Before a nonimmigrant may be admitted to work in H-1B status in the United States, these steps must be followed, in addition to the pre-registration process if required:

  • Obtain a Prevailing Wage: “The required wage rate must be the higher of the actual wage rate (the rate the employer pays to all other individuals with similar experience and qualifications who are performing the same job), or the prevailing wage (a wage that is predominantly paid to workers in the same occupational classification in the area of intended employment at the time the application is filed). In addition, an employer is not permitted to pay a wage that is lower than a wage required under any other applicable Federal, State or local law.Employers are encouraged, but not required, to obtain a prevailing wage from the National Prevailing Wage Center (NPWC). More information on obtaining a prevailing wage determination from the NPWC can be found here.” – From Dept. of Labor.

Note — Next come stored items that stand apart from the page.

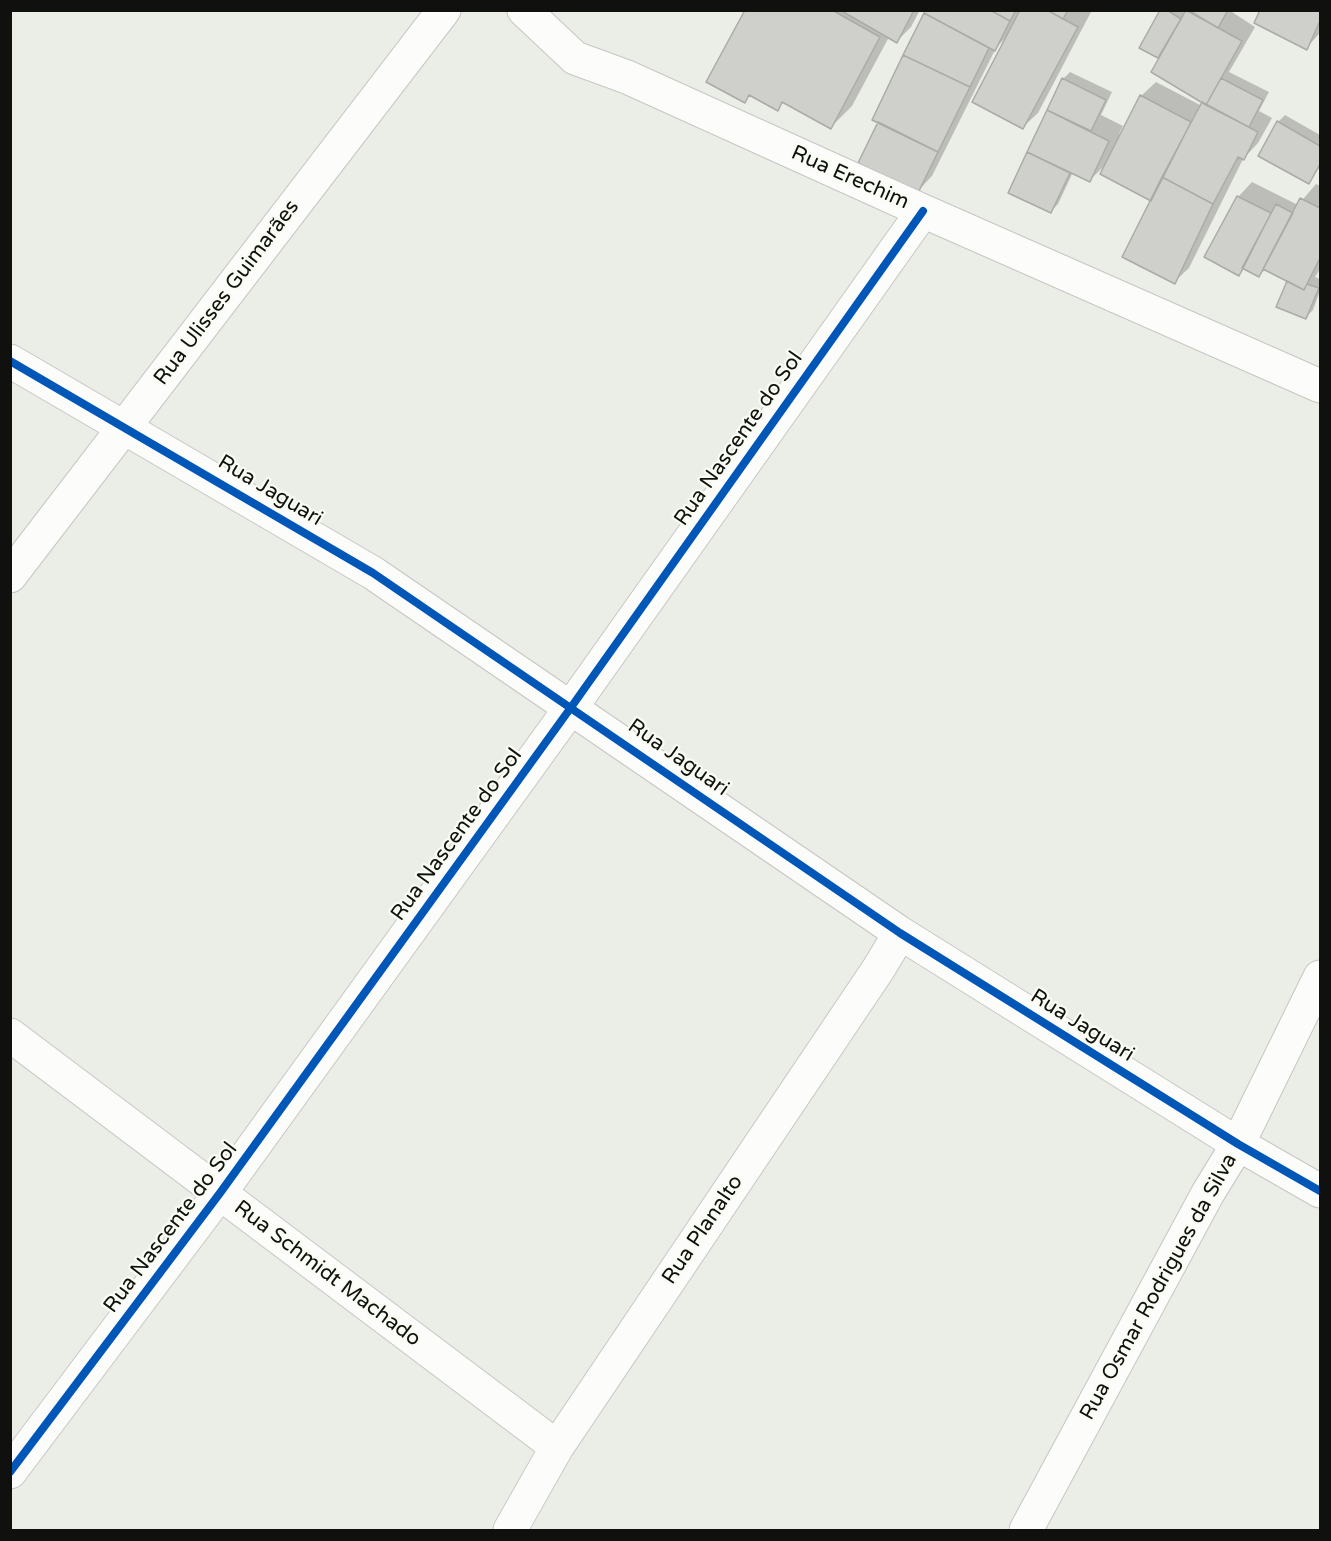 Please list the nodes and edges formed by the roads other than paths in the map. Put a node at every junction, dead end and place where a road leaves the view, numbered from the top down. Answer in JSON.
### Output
{"nodes":[{"id":1,"x":444,"y":10,"type":"edge"},
{"id":2,"x":524,"y":10,"type":"edge"},
{"id":3,"x":922,"y":211,"type":"junction"},
{"id":4,"x":10,"y":361,"type":"edge"},
{"id":5,"x":1320,"y":386,"type":"edge"},
{"id":6,"x":125,"y":426,"type":"junction"},
{"id":7,"x":10,"y":576,"type":"edge"},
{"id":8,"x":572,"y":706,"type":"junction"},
{"id":9,"x":900,"y":933,"type":"junction"},
{"id":10,"x":1320,"y":977,"type":"edge"},
{"id":11,"x":10,"y":1035,"type":"edge"},
{"id":12,"x":1238,"y":1144,"type":"junction"},
{"id":13,"x":1320,"y":1191,"type":"edge"},
{"id":14,"x":220,"y":1193,"type":"junction"},
{"id":15,"x":557,"y":1447,"type":"junction"},
{"id":16,"x":10,"y":1472,"type":"edge"},
{"id":17,"x":510,"y":1530,"type":"edge"},
{"id":18,"x":1026,"y":1530,"type":"edge"}],
"edges":[{"from":1,"to":6,"type":"street","name":"Rua Ulisses Guimarães"},
{"from":2,"to":3,"type":"street","name":"Rua Erechim"},
{"from":3,"to":5,"type":"street","name":"Rua Erechim"},
{"from":3,"to":8,"type":"street","name":"Rua Nascente do Sol"},
{"from":4,"to":6,"type":"street","name":"Rua Jaguari"},
{"from":6,"to":7,"type":"street","name":"Rua Ulisses Guimarães"},
{"from":6,"to":8,"type":"street","name":"Rua Jaguari"},
{"from":8,"to":9,"type":"street","name":"Rua Jaguari"},
{"from":8,"to":14,"type":"street","name":"Rua Nascente do Sol"},
{"from":9,"to":12,"type":"street","name":"Rua Jaguari"},
{"from":9,"to":15,"type":"street","name":"Rua Planalto"},
{"from":10,"to":12,"type":"street","name":"Rua Osmar Rodrigues da Silva"},
{"from":11,"to":14,"type":"street","name":"Rua Schmidt Machado"},
{"from":12,"to":13,"type":"street","name":"Rua Jaguari"},
{"from":12,"to":18,"type":"street","name":"Rua Osmar Rodrigues da Silva"},
{"from":14,"to":15,"type":"street","name":"Rua Schmidt Machado"},
{"from":14,"to":16,"type":"street","name":"Rua Nascente do Sol"},
{"from":15,"to":17,"type":"street","name":"Rua Planalto"}]} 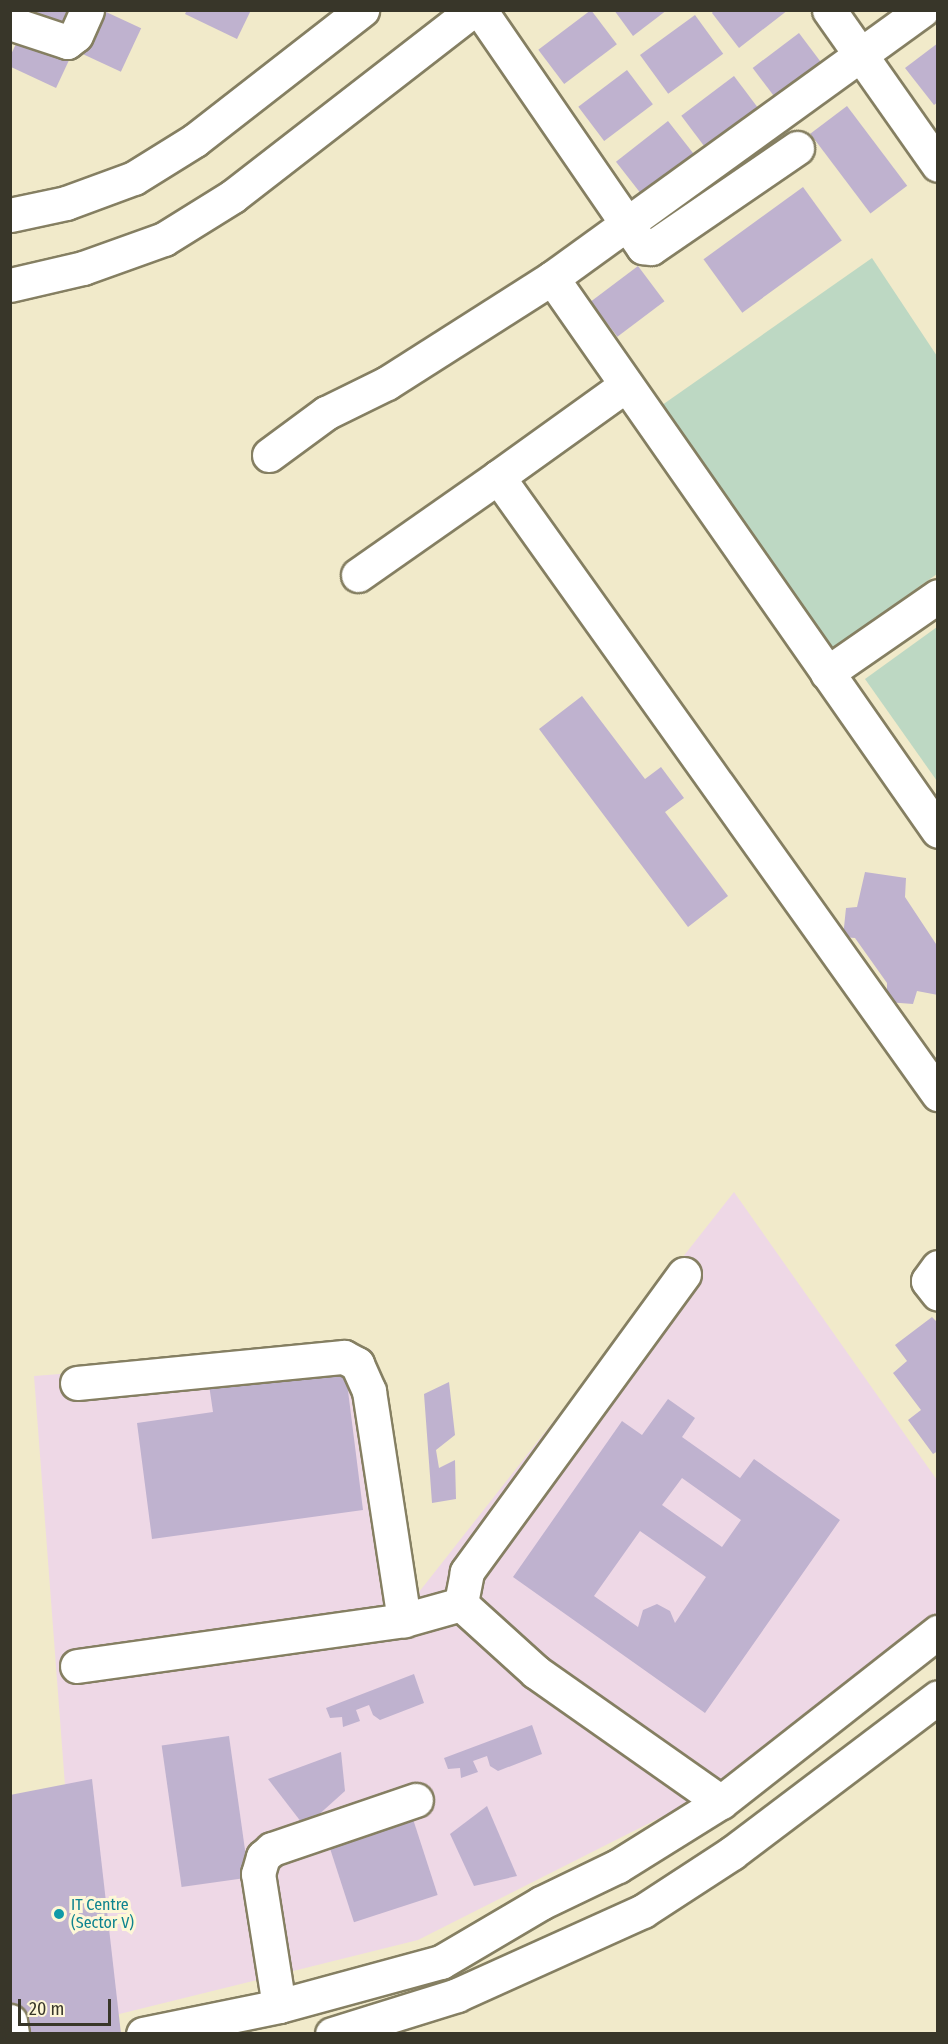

    Most employers do apply to the Department of Labor (DOL) for a Prevailing Wage Determination for the position.

  • The employer then completes and files Form ETA 9035 Labor Condition Application (LCA), This application includes certain attestations, a violation of which can result in fines, bars on sponsoring nonimmigrant or immigrant petitions, and other sanctions to the employer/agent. The application requires the employer/agent to attest that it will comply with the following labor requirements:
    • The employer/agent will pay  the H-1B worker a wage which is no less than the wage paid to similarly qualified workers or, if greater, the prevailing wage for the position in the geographic area in which the H-1B worker will be working.
    • The employer/agent will provide working conditions that will not adversely affect other similarly employed workers. 
    • At the time of the labor condition application there is no strike or lockout at the place of employment. 
    • Notice of the filing of the labor condition application with the DOL has been given to the union bargaining representative or has been posted at the place of employment.
  • DOL reviews the LCA for completeness, certifies it, and returns it to the employer.
  • The employer submits an H-1B petition (Form I-129, the DOL-certified LCA, and supporting documents) to USCIS; Form I-129 contains both the employer’s petition and a request for action to be taken on the alien beneficiary’s status, e.g. to change the foreign national’s status from another nonimmigrant status such as F-1 student.
  • USCIS approves the employer’s H-1B petition and the action being requested on behalf of the alien, i.e.:
    • Changing the alien’s current nonimmigrant status to H-1B
    • Extending or amending the alien’s H-1B nonimmigrant status, or
    • Notifying the Department of State of the I-129 approval so the alien can apply for an H-1B visa at a U.S. consulate (unless visa-exempt) and enter the United States in H-1B status).

This summary does not do justice to the complications of the application process. There are many time limits involved on when steps must be taken, and the government is likely to question many aspects of the filing so you must take care with all details. The employee must maintain status throughout if s/he is in the U.S. In the COVID-19 era, foreign beneficiaries may be blocked from entering the U.S. by Presidential Proclamations and travel restrictions.

As an employer, it’s important to plan early, as it takes a long time and many steps to hire an H-1B employee. As a prospective H-1B employee it’s most important to pay close attention to maintaining legal status if you’re in the U.S., and to adhere to all rules and regulations that apply to your visa category.